▶ AIM OF THE EXERCISE
The line with "middle mcp: (259, 217)" marks the start; write out that line and all following lines through the end of the listing, exactly.

▶ DATASET RECORDS
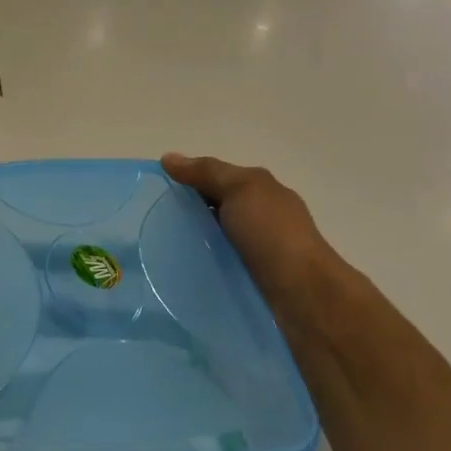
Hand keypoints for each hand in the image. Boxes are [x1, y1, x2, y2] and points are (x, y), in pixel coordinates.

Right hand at [162, 153, 332, 303]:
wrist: (301, 293)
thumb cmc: (272, 234)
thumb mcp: (240, 190)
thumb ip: (206, 172)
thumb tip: (168, 157)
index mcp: (260, 190)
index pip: (215, 179)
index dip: (186, 182)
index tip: (153, 194)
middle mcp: (259, 217)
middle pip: (212, 210)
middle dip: (185, 215)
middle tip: (149, 225)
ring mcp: (255, 250)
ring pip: (213, 240)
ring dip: (191, 244)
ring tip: (157, 252)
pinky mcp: (249, 278)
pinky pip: (217, 265)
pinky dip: (200, 266)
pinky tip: (180, 272)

▶ SOLUTION BELOW
middle mcp: (259, 217)
middle pip: (212, 210)
middle dip: (185, 215)
middle tip: (149, 225)
ring mcp: (255, 250)
ring pip: (213, 240)
ring dip: (191, 244)
ring tip: (157, 252)
pinky mcp: (249, 278)
pinky pip: (217, 265)
pinky dip: (200, 266)
pinky tip: (180, 272)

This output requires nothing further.